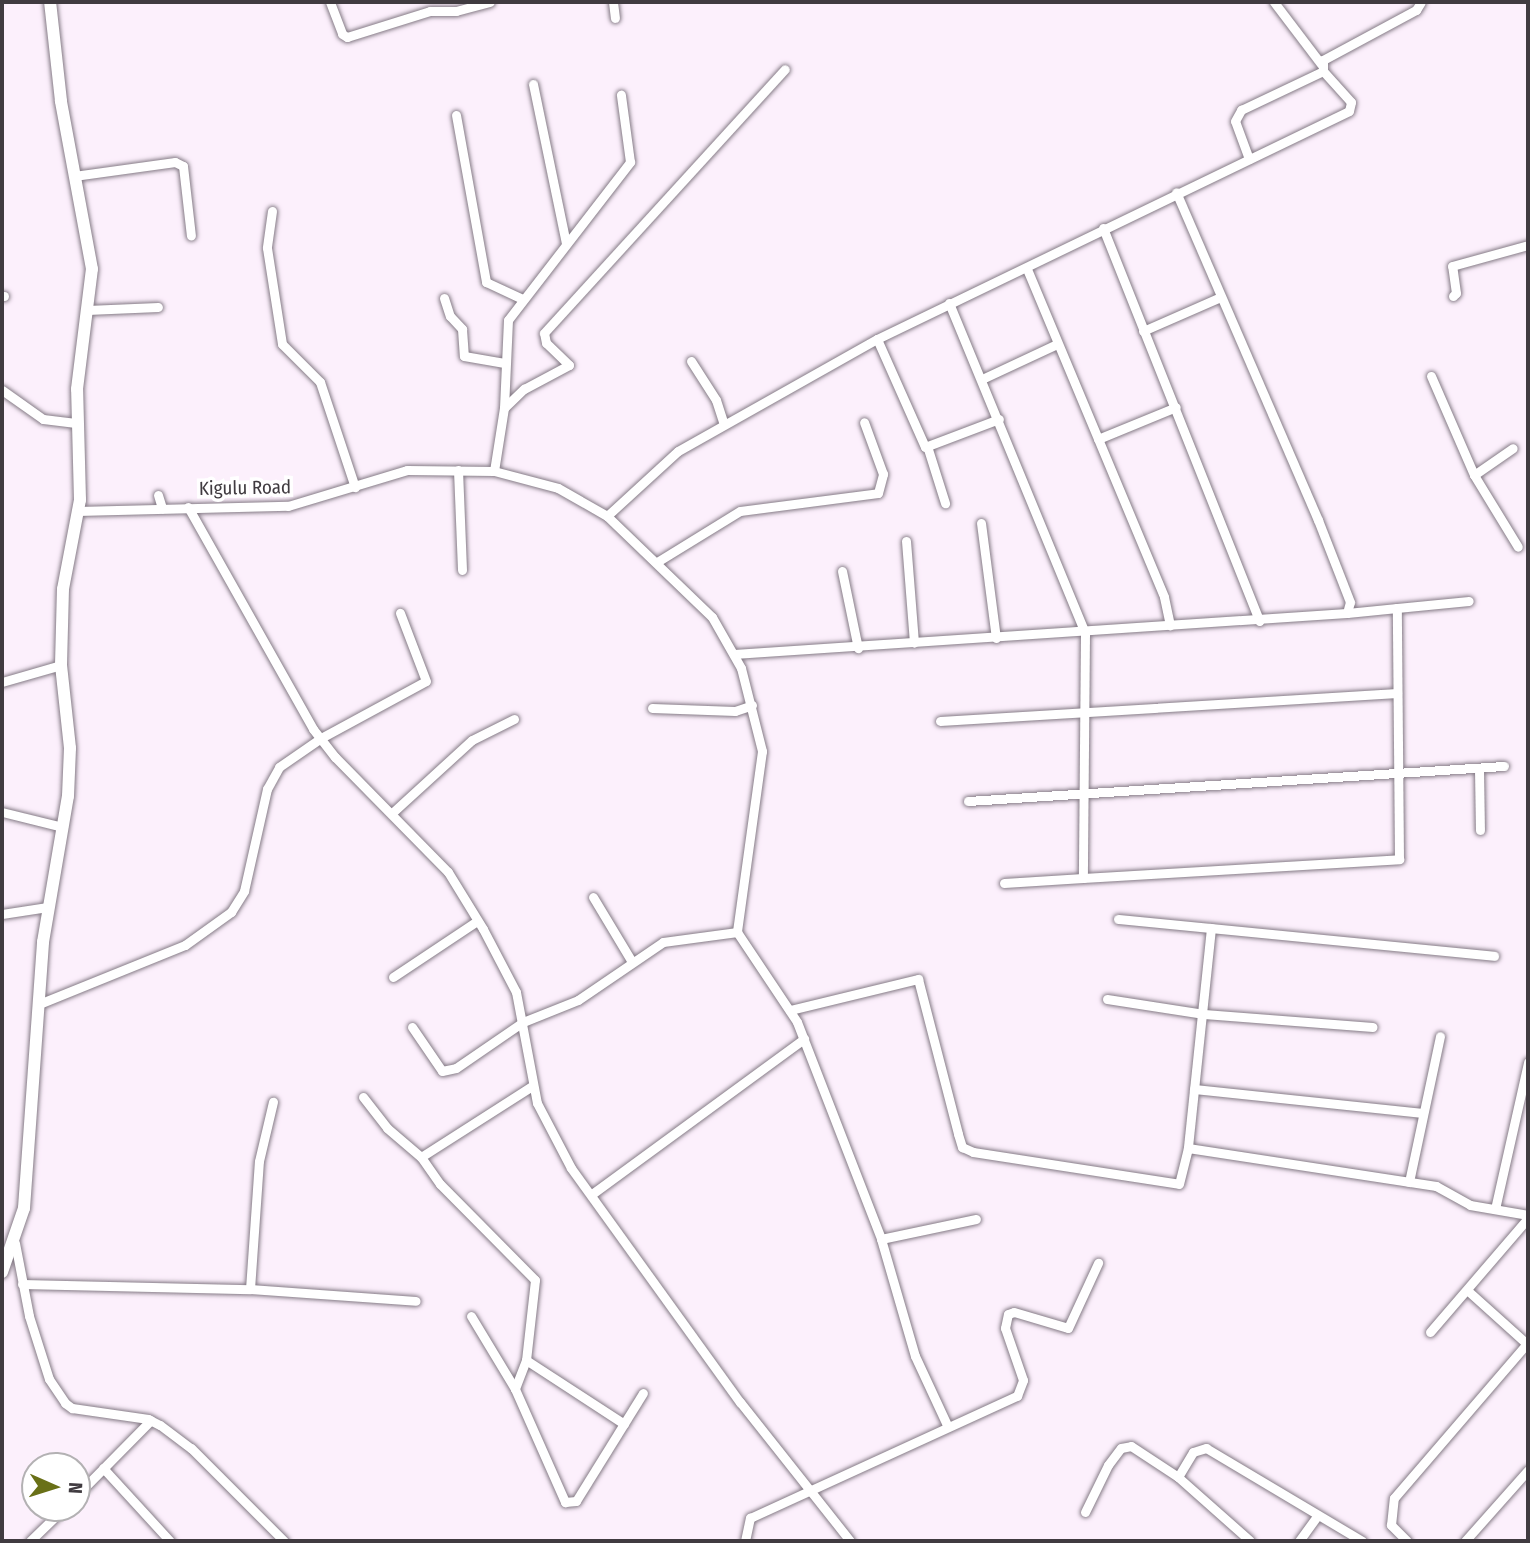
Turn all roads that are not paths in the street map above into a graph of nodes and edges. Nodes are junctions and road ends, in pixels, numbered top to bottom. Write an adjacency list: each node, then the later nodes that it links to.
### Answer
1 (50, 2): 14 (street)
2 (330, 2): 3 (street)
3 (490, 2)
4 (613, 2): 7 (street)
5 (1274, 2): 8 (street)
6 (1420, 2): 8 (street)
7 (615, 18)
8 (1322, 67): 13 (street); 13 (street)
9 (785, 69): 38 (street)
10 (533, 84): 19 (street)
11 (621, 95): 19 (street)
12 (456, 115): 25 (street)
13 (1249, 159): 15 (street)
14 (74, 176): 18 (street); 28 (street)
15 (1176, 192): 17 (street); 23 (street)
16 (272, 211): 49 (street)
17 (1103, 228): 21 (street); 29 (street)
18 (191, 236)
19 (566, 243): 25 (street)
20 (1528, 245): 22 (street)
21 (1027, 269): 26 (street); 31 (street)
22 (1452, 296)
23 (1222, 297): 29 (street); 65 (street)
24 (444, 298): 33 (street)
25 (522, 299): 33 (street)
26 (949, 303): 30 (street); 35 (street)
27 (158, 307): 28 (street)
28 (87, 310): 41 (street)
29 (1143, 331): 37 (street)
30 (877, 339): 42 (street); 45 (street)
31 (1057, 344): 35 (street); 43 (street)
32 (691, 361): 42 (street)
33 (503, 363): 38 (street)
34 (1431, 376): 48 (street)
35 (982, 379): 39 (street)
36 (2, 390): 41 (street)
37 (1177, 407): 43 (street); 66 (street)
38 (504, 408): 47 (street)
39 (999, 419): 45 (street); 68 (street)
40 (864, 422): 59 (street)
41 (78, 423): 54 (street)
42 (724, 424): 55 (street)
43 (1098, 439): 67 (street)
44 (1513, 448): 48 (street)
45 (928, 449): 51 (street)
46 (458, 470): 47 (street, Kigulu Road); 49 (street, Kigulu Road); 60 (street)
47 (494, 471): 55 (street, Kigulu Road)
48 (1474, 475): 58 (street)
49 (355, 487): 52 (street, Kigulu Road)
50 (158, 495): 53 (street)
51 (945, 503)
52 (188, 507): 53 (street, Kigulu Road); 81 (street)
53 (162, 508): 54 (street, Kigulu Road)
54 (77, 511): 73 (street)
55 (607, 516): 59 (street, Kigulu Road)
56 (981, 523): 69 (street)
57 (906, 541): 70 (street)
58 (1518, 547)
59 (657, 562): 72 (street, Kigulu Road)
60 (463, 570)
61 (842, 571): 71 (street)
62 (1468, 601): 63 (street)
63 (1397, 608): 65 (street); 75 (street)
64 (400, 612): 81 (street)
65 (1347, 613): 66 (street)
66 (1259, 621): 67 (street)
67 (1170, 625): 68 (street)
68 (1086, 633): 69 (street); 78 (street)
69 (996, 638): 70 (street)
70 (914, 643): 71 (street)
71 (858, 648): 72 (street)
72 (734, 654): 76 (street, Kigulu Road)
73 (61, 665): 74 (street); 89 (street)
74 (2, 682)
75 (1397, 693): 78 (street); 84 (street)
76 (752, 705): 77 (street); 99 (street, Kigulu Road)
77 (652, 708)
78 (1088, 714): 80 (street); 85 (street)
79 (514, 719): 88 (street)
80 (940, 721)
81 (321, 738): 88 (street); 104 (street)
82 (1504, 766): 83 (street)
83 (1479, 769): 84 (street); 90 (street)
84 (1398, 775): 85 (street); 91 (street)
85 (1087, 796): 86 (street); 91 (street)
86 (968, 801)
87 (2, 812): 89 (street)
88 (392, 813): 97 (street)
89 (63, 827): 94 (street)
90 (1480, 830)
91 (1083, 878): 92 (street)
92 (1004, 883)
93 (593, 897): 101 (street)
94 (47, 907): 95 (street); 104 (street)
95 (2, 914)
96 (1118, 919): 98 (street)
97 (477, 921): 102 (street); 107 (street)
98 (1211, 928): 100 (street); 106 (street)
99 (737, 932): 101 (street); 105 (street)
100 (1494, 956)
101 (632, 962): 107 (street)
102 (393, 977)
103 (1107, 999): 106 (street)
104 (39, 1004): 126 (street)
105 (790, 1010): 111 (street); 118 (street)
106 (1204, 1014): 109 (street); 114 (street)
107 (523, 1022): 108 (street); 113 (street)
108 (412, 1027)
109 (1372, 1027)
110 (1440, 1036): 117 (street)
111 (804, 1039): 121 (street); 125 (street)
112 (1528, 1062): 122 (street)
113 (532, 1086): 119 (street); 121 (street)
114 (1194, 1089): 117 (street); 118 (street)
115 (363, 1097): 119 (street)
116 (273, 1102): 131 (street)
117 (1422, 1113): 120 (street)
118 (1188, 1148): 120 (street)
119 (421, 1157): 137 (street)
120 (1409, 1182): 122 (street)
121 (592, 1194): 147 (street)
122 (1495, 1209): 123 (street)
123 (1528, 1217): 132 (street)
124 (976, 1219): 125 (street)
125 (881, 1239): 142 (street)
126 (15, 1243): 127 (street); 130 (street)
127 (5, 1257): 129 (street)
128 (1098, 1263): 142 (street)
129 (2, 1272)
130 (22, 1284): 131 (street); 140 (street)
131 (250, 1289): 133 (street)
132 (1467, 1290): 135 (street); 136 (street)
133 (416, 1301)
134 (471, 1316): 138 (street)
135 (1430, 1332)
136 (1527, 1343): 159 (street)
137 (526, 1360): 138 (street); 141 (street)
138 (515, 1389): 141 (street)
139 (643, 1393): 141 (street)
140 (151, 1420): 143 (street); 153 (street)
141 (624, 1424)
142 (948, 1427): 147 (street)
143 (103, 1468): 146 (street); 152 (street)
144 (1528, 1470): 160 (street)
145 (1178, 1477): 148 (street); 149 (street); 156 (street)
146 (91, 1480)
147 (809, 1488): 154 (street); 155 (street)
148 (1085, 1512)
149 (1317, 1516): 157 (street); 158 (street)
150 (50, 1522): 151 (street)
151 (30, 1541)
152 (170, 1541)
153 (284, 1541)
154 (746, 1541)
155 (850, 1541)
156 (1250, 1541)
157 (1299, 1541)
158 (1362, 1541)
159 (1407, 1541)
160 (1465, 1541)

What is needed:
Take every line from the data that includes the word "Kigulu".

Your response:
46 (458, 470): 47 (street, Kigulu Road); 49 (street, Kigulu Road); 60 (street)
47 (494, 471): 55 (street, Kigulu Road)
49 (355, 487): 52 (street, Kigulu Road)
52 (188, 507): 53 (street, Kigulu Road); 81 (street)
53 (162, 508): 54 (street, Kigulu Road)
55 (607, 516): 59 (street, Kigulu Road)
59 (657, 562): 72 (street, Kigulu Road)
72 (734, 654): 76 (street, Kigulu Road)
76 (752, 705): 77 (street); 99 (street, Kigulu Road)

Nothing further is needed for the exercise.